Der Gedanke Theater zu spielen, war längst verworfen und das Festival drohte ohnehin im Chaos zu versinken, als Rio, Lanrue, Kai und Wolfgang beschlossen, drei Songs zu spielen, um dann umgehend von der Insel zu verschwinden. Rio begrüße die Menge erstmals mit den Worten: „Hallo, wir sind Ton Steine Scherben“. Die zumindest außerhalb Berlins noch gänzlich unbekannte Band kam gut an und als Rio das Publikum aufforderte, den Veranstalter „ungespitzt in den Boden zu hauen“, leistete dieses zu den Klängen von „Macht kaputt, was euch kaputt macht“ Folge. Von der Bühne konnte die Band erkennen, wie in der Ferne das Büro des Veranstalters in Flammen aufging. Die Band spielte noch einen dritten Song, räumte daraufhin eilig die Bühne, schaffte ihre Instrumente in den geliehenen VW-Bus und verließ unverzüglich das Festivalgelände.

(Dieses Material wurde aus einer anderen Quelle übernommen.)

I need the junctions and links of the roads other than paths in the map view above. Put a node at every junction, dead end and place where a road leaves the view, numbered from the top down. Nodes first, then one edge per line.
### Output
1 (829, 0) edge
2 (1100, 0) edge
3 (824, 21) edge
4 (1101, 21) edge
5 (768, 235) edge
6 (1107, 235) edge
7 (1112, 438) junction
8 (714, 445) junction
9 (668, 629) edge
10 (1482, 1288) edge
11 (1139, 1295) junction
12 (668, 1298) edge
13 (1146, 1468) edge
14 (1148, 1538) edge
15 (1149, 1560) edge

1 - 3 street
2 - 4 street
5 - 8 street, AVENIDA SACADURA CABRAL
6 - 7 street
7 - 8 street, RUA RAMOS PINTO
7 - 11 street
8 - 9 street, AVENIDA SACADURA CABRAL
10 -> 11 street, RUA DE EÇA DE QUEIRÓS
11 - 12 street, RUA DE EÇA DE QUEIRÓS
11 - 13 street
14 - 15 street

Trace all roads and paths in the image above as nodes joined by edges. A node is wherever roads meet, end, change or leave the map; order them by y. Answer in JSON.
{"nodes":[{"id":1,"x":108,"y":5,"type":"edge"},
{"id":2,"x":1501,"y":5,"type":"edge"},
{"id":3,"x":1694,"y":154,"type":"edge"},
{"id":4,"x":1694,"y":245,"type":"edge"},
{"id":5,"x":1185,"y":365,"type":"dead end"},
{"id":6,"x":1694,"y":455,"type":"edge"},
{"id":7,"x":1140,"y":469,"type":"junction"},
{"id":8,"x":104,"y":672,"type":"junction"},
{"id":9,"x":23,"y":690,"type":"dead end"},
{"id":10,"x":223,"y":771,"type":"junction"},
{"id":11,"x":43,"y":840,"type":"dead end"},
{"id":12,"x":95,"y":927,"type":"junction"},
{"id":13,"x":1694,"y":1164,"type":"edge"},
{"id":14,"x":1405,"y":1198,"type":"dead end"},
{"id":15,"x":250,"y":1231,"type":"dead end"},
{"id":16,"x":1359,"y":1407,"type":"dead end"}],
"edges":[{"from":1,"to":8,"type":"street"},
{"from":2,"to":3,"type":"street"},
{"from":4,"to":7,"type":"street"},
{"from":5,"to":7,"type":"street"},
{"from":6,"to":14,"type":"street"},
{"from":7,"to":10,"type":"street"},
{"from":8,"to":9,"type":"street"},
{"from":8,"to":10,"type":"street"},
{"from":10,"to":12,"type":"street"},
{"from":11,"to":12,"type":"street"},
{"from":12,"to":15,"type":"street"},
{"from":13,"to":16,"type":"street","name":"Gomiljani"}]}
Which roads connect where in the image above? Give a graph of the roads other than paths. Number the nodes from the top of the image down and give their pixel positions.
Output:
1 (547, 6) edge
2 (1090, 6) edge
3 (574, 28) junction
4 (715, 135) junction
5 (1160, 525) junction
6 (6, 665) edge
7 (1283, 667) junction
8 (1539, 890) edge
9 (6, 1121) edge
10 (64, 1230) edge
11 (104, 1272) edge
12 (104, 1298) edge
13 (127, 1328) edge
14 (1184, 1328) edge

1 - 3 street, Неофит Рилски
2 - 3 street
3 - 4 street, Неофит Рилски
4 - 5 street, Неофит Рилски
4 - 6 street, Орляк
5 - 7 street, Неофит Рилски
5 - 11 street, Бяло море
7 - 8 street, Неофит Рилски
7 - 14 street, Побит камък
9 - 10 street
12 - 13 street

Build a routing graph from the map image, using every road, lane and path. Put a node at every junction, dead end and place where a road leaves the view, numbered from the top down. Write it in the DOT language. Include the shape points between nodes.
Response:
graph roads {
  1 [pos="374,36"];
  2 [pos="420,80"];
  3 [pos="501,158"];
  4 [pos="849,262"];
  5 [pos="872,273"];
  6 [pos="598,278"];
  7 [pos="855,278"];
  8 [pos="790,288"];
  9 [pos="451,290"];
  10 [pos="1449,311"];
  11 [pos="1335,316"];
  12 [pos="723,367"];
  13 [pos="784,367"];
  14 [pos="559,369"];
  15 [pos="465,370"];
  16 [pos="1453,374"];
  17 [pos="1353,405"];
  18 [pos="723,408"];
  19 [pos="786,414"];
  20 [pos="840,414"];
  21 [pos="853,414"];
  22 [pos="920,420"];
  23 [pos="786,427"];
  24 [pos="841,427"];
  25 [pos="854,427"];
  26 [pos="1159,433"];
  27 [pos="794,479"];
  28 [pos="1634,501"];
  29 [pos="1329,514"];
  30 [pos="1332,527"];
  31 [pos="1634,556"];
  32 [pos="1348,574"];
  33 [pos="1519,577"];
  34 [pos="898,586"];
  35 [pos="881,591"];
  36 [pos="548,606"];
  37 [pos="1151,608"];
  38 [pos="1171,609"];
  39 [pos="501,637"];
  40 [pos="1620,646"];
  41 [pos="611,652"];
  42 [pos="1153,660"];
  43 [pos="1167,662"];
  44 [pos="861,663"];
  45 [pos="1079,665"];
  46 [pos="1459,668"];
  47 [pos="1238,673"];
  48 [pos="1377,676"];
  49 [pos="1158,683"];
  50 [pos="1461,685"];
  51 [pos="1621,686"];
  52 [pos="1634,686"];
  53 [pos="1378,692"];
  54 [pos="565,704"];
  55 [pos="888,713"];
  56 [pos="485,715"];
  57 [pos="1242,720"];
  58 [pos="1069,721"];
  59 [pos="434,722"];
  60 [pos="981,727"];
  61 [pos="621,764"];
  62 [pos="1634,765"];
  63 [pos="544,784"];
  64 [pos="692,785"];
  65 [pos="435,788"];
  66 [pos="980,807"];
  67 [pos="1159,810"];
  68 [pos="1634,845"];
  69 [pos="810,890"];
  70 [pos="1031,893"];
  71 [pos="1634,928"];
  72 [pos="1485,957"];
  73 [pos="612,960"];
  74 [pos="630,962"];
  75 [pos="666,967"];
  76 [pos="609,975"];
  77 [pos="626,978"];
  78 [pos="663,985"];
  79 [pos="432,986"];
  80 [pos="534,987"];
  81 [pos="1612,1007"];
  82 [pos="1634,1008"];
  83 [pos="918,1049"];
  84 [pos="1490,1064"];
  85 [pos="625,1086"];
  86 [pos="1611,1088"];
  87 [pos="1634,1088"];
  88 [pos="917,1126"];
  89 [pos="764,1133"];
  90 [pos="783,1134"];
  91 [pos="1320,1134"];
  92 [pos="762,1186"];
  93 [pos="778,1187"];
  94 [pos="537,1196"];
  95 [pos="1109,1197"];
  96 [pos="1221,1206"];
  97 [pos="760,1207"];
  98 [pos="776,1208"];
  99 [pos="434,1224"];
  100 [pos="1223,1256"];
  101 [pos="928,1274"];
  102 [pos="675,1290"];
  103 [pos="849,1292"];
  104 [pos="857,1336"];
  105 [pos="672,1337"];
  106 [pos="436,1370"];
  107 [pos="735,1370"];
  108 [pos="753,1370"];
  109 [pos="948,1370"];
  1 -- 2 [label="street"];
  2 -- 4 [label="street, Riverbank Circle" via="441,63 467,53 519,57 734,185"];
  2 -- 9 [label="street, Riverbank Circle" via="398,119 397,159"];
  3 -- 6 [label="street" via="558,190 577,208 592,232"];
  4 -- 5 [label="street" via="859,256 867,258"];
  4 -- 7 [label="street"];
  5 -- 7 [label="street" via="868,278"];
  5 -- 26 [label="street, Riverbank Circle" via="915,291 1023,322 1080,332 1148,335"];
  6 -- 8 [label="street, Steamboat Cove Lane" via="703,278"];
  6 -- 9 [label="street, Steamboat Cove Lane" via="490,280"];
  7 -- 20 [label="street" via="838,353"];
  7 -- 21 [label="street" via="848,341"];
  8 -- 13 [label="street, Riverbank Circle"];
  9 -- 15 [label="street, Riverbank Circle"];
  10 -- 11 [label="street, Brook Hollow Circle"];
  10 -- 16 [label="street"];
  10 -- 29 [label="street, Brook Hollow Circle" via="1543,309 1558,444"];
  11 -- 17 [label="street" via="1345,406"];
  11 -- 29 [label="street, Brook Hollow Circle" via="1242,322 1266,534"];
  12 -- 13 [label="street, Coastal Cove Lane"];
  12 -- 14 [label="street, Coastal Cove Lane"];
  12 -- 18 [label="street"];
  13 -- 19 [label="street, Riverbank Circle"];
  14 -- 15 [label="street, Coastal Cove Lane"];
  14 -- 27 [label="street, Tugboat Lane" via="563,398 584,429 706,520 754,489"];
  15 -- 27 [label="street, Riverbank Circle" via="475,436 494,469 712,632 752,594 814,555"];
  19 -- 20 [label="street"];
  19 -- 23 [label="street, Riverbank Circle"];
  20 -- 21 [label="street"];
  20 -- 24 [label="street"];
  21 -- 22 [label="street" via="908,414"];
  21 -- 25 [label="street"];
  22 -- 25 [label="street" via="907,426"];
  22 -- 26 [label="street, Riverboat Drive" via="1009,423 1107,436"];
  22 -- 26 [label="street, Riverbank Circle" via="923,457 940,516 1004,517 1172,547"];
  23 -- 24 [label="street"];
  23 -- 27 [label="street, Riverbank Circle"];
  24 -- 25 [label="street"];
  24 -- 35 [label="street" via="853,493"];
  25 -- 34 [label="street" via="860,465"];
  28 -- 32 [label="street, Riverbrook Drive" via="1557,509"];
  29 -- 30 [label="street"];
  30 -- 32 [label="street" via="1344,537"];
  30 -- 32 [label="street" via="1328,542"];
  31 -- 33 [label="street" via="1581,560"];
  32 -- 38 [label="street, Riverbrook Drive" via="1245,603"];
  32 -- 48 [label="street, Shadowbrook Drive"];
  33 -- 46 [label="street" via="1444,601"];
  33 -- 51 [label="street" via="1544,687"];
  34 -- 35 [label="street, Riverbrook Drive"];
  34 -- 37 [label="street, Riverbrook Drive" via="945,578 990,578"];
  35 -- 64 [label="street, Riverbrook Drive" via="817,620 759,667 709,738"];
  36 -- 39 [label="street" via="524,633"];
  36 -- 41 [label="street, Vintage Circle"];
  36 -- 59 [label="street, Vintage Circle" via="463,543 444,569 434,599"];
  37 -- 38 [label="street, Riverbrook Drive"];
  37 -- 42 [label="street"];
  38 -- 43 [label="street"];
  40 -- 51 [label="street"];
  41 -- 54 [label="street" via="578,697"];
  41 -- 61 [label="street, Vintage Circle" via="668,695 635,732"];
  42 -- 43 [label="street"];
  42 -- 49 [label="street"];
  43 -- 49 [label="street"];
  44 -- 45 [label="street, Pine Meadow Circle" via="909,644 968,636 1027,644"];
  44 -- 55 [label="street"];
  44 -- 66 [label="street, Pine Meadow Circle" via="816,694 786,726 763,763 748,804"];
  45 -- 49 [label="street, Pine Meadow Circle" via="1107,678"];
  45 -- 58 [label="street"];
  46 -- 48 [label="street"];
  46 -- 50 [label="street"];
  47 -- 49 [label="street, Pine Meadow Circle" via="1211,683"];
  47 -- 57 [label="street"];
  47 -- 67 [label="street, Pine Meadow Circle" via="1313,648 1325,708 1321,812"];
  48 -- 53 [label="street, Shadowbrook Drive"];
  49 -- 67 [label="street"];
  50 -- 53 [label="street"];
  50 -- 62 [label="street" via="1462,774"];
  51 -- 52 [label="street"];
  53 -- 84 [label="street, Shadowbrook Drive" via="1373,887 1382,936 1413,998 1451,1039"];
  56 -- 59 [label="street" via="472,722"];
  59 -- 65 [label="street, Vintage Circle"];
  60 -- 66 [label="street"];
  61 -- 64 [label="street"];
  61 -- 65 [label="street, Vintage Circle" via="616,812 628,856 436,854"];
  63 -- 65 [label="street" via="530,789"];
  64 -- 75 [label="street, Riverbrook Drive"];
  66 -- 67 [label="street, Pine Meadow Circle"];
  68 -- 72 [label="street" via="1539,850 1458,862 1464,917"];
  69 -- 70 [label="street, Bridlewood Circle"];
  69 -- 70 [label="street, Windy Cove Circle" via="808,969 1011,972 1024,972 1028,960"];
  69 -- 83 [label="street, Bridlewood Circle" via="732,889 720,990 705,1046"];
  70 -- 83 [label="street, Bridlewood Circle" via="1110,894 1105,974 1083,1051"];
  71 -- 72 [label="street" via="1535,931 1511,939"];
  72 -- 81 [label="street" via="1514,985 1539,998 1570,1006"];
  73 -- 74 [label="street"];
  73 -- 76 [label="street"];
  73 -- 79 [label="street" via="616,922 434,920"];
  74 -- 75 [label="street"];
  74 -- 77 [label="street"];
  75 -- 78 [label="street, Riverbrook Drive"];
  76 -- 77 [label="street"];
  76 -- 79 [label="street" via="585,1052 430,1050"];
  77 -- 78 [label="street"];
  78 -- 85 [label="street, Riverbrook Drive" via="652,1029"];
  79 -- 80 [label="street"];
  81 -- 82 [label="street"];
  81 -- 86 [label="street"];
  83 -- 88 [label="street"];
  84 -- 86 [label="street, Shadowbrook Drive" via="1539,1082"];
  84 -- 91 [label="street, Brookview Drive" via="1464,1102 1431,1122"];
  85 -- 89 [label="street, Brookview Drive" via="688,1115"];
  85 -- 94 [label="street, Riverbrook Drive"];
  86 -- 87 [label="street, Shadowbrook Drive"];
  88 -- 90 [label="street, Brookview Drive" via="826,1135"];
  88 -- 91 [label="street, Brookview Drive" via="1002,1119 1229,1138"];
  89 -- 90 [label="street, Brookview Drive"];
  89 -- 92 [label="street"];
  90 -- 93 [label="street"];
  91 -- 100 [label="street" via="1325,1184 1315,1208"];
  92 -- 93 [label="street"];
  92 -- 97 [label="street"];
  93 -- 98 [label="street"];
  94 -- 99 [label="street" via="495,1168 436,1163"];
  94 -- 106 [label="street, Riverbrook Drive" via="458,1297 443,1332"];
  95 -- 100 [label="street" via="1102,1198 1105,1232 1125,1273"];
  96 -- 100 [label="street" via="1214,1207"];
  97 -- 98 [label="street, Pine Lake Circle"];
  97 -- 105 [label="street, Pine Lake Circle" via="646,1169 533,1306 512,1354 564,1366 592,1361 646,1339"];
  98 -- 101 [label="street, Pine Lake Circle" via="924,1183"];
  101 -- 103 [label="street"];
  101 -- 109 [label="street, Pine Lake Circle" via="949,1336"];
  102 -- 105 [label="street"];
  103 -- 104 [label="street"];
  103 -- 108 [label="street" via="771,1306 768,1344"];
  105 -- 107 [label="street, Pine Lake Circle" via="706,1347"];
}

Video: Beitrag Bayerischer Rundfunk über das Fehmarn Festival 1970
Aus dem davonfahrenden Bandbus sah Rio noch, dass mittlerweile auch die Bühne in Flammen stand. Das Ende des großspurig angekündigten Festivals der Liebe war zugleich die öffentliche Geburtsstunde von Ton Steine Scherben. Sie hatten die Bühne bei ihrem ersten Auftritt mit Jimi Hendrix, der an gleicher Stelle seinen letzten Auftritt absolviert hat, geteilt und unmittelbar nach ihrem Abgang ging diese in Flammen auf. Verheißungsvoller kann die Karriere einer Rockband kaum beginnen.